During the WWII German occupation of Paris (1940-1944), up to 25,000 apartments inhabited by Jewish tenants who had fled the city or been arrested were re-rented to non-Jews by property owners and French authorities. After the capital’s liberation, many Jewish former tenants returning to the city found themselves without a permanent address. Conflicts broke out in the courts and the streets as they attempted to reclaim their former homes. Several hundred Parisians joined associations like the Federation of Renters of Good Faith to contest their court-ordered reinstatement. Association members petitioned the authorities and organized street protests. Employing micro and urban history methodological strategies, I draw on police reports, housing trial records, and Jewish organizations’ reports to explore how the home became an important site of Liberation-era disputes about who was truly French.

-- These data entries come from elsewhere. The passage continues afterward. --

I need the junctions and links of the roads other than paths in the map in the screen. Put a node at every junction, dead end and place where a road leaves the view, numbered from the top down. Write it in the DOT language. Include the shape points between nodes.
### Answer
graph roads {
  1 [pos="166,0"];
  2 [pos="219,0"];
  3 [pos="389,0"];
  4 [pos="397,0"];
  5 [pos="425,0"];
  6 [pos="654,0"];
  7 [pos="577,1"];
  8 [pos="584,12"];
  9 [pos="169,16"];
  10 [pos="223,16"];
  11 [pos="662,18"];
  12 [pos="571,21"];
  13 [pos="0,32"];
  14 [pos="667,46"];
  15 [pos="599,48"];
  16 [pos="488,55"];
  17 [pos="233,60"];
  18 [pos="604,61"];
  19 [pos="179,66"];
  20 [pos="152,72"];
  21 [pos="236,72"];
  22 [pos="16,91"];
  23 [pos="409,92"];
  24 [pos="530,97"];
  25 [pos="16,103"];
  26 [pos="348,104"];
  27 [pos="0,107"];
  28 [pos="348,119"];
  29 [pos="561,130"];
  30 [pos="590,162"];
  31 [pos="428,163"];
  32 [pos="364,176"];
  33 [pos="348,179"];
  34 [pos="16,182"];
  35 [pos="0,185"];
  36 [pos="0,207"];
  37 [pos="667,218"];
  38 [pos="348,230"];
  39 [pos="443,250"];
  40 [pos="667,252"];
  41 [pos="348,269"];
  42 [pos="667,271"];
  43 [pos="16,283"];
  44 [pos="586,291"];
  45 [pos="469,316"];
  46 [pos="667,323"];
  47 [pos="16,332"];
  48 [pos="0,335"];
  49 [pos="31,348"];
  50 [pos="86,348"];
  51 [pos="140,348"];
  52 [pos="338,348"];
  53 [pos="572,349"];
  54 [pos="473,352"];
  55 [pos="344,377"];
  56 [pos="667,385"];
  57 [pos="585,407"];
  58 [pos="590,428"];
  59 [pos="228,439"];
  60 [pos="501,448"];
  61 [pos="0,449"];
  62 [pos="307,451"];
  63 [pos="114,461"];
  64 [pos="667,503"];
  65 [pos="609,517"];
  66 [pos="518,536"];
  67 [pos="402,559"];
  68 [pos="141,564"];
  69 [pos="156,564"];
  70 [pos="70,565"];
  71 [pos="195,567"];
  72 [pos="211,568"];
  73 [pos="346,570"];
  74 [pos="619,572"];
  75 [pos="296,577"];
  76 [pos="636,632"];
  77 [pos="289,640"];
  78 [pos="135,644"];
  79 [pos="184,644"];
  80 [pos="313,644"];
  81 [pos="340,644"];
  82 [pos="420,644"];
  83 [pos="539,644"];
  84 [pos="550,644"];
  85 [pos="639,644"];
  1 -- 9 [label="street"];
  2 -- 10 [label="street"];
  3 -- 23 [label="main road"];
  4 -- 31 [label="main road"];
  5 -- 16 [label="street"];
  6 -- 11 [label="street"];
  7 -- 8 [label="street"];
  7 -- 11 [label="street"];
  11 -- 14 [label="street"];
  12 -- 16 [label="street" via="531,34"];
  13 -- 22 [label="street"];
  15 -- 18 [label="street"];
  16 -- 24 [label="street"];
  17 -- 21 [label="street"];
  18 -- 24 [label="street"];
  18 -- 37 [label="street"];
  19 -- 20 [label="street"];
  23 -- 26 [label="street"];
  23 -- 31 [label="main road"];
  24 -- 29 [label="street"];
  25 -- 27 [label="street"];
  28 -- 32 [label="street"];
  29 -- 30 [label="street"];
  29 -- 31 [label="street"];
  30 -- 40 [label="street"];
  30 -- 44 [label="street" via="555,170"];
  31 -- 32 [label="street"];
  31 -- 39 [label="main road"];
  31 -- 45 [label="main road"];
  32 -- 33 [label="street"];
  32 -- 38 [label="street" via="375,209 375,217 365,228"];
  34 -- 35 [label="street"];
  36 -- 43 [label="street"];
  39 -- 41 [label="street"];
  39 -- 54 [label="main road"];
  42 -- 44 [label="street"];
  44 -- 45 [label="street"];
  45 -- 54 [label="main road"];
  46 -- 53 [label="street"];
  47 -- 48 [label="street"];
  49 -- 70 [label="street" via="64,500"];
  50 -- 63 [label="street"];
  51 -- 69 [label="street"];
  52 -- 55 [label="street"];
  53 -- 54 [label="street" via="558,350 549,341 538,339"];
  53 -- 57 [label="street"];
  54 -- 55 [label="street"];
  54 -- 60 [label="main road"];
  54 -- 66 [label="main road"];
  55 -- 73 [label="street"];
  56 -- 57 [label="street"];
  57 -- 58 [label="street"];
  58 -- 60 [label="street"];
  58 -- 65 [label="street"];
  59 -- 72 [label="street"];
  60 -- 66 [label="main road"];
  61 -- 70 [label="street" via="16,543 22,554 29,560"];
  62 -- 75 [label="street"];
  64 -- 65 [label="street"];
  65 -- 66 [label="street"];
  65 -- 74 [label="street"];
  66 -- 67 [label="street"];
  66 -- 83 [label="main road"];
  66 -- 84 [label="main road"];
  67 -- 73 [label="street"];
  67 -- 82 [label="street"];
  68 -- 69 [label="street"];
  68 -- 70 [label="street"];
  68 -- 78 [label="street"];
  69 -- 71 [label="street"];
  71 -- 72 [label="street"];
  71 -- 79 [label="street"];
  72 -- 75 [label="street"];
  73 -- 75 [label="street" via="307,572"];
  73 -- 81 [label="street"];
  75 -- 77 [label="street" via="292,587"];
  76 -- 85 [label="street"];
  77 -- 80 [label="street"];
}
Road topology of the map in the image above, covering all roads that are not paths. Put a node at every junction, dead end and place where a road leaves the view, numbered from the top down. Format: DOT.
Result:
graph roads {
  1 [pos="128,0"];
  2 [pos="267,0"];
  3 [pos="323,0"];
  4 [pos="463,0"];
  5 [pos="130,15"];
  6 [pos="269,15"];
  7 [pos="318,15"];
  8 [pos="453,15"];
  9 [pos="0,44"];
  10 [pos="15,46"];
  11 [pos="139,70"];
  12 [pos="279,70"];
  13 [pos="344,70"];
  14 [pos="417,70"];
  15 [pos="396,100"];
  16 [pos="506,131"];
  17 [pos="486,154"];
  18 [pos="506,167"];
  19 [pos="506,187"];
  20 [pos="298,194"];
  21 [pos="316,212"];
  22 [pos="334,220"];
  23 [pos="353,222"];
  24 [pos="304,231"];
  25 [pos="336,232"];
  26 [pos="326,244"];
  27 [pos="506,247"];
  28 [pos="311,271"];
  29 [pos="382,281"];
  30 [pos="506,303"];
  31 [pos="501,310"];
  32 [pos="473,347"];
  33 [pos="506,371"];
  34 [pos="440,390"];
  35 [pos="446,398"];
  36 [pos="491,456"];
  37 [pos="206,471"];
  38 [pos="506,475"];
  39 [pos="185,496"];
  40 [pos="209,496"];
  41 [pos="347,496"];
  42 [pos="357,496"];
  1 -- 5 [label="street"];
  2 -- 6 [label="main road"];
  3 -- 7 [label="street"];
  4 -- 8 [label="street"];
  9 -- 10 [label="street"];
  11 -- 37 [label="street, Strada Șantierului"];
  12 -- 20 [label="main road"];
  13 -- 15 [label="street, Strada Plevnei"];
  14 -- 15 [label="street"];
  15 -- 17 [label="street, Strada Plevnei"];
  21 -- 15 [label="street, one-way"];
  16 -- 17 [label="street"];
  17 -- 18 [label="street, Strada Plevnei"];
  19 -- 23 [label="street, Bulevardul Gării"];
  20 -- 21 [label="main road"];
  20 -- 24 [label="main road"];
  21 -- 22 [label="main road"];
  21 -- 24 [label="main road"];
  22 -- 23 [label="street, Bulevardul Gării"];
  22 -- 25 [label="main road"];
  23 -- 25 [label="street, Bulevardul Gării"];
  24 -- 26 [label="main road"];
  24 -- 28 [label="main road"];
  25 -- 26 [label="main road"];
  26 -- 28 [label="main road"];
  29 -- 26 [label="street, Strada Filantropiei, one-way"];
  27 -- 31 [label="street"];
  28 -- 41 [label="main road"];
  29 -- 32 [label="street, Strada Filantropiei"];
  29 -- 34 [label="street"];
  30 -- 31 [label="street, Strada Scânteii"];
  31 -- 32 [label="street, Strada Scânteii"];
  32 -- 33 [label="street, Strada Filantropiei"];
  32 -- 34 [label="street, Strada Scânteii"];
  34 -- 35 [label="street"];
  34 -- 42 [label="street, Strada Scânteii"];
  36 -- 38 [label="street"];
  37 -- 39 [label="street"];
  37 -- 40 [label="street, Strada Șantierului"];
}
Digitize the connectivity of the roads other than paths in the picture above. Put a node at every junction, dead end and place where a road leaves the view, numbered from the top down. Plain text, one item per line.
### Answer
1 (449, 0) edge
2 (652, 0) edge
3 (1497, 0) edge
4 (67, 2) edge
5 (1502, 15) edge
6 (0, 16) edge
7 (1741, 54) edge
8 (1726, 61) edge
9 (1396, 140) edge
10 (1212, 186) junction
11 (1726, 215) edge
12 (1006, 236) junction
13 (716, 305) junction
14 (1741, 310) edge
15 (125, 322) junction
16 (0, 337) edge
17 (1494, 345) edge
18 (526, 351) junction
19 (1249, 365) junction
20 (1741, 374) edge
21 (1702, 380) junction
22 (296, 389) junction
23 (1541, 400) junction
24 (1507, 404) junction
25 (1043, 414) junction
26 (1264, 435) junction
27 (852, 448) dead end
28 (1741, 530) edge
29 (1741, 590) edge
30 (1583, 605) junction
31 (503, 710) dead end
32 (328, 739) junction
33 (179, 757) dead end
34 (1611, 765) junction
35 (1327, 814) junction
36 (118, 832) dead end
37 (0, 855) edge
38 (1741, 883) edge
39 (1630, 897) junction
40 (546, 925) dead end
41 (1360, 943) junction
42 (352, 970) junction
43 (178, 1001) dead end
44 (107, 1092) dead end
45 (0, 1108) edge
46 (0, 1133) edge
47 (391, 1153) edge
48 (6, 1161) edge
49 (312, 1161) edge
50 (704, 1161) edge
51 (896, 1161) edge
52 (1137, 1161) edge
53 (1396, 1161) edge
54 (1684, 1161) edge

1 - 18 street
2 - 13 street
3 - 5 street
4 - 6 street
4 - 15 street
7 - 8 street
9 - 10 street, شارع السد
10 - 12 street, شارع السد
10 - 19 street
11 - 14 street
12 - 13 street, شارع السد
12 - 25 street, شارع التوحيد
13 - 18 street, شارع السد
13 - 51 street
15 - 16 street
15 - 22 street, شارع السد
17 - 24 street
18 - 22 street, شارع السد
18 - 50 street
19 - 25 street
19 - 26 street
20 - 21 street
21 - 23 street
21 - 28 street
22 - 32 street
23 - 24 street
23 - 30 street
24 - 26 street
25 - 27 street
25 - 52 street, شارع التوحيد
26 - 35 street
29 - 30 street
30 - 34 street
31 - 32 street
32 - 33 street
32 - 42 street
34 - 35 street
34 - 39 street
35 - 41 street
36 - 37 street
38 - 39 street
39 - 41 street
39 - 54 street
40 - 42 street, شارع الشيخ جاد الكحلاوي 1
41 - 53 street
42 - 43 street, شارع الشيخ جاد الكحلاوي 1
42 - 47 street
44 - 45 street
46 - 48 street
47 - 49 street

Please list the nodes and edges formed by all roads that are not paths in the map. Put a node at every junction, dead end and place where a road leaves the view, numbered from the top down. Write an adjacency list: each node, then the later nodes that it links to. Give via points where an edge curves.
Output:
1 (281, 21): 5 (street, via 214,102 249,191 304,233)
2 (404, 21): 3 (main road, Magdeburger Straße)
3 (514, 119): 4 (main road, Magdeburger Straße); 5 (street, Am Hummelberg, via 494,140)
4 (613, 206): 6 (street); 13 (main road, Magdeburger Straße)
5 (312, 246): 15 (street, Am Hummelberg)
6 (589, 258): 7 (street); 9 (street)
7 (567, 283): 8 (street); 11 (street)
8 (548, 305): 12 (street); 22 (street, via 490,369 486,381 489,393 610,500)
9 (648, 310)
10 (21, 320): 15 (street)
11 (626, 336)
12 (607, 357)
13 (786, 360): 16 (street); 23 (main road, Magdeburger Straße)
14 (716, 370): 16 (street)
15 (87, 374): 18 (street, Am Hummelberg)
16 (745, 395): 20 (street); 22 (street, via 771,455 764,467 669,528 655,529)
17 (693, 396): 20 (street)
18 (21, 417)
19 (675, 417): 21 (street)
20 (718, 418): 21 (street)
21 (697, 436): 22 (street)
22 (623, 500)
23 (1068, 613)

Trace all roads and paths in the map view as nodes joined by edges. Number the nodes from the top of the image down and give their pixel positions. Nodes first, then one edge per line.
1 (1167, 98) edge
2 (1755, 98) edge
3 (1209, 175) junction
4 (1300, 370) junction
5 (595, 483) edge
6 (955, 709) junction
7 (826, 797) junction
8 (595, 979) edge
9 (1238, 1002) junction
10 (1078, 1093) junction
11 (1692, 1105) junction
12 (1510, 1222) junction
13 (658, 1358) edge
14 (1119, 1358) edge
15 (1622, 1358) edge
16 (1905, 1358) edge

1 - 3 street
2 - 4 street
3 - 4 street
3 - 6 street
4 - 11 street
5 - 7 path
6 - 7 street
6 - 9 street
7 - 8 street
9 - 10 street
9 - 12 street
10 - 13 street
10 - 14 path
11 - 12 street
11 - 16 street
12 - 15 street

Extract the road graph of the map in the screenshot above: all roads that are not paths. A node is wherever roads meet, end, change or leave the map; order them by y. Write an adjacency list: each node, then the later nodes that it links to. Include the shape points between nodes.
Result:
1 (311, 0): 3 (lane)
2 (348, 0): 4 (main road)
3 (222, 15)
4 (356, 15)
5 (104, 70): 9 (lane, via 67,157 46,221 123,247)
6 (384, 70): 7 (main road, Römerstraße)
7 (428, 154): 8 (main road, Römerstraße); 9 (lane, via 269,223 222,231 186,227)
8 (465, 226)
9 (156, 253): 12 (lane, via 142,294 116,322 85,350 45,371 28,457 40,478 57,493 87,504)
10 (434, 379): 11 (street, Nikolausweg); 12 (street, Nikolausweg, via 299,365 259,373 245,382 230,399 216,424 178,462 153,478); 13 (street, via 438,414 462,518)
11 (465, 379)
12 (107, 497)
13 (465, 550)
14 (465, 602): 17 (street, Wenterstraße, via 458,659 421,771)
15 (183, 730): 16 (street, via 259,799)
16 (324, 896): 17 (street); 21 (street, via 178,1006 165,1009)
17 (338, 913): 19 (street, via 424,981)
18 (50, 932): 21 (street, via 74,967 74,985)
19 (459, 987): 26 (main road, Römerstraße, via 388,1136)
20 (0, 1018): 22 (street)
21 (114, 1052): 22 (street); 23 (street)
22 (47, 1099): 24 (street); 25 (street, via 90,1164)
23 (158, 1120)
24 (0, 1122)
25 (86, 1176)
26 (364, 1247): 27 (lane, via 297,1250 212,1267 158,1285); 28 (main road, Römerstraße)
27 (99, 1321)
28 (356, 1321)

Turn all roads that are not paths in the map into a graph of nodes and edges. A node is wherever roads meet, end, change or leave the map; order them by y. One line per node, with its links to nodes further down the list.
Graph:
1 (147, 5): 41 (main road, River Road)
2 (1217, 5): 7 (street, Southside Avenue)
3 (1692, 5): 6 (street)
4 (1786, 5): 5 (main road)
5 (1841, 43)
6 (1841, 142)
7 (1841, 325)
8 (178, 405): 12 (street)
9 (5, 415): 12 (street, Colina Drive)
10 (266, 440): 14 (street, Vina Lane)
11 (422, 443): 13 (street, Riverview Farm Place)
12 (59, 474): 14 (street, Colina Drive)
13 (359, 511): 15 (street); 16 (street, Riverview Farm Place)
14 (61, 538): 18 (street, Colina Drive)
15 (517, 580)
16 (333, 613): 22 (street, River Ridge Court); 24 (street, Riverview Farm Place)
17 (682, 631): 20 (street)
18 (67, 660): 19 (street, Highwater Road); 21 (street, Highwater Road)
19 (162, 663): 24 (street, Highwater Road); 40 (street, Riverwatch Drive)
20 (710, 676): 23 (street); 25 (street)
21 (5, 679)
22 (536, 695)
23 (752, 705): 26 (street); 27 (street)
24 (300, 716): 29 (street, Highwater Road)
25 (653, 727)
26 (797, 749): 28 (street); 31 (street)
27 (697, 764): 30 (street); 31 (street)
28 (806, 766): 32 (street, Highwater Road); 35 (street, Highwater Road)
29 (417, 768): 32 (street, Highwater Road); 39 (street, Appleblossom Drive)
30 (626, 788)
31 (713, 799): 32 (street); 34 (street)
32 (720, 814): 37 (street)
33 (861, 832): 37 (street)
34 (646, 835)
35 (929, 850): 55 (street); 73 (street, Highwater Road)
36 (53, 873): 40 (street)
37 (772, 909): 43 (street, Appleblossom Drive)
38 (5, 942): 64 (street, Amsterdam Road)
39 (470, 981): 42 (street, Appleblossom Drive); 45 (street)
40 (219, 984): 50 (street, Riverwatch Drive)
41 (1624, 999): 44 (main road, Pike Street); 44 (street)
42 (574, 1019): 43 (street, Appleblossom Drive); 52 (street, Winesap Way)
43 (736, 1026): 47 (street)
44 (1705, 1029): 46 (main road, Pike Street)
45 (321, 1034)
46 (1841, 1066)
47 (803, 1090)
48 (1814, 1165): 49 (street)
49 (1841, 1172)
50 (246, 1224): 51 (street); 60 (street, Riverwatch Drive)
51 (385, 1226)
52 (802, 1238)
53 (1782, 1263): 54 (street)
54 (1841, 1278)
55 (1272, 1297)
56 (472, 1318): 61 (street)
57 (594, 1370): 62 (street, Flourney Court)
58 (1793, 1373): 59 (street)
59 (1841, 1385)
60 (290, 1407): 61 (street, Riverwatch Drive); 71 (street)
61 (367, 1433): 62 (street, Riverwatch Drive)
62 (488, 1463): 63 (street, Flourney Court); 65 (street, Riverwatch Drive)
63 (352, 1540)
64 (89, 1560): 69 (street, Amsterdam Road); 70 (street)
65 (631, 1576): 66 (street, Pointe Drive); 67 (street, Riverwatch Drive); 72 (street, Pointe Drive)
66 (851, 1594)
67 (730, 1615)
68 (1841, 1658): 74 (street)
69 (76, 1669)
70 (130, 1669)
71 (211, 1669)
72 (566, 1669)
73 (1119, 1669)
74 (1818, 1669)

Article under review for a special issue of Histoire urbaine: “Conflits sociaux entre Juifs et non-Juifs après la Shoah. Le cas des appartements locatifs au 66, rue René Boulanger à Paris, 1944-1946.”

Paris, Jan 2018

Pendant l’Occupation allemande de Paris (1940-1944), jusqu’à 25.000 appartements habités par des locataires juifs qui avaient fui la ville ou été arrêtés sont réattribués à des non-Juifs par leurs propriétaires ou la Préfecture de la Seine. Après la Libération de la capitale, beaucoup d’anciens locataires reviennent à Paris et se retrouvent sans domicile fixe. Des conflits judiciaires et populaires éclatent lorsqu’ils essaient de réintégrer leurs anciens appartements. Quelques centaines de Parisians font partie d’associations comme la Fédération des Locataires de Bonne Foi, qui, dans des communications avec les autorités et des manifestations de rue, protestent contre les réintégrations ordonnées par des juges de paix. En employant des stratégies de la microhistoire et de l’histoire urbaine, j’étudie des rapports de police, des jugements de la justice de paix, et des communications d’associations juives pour explorer comment l’appartement locatif, espace urbain ordinaire, devient un enjeux des rapports sociaux entre Juifs et non Juifs.

Article sous considération pour un numéro spécial d’Histoire urbaine: « Conflits sociaux entre Juifs et non-Juifs après la Shoah. Le cas des appartements locatifs au 66, rue René Boulanger à Paris, 1944-1946 ».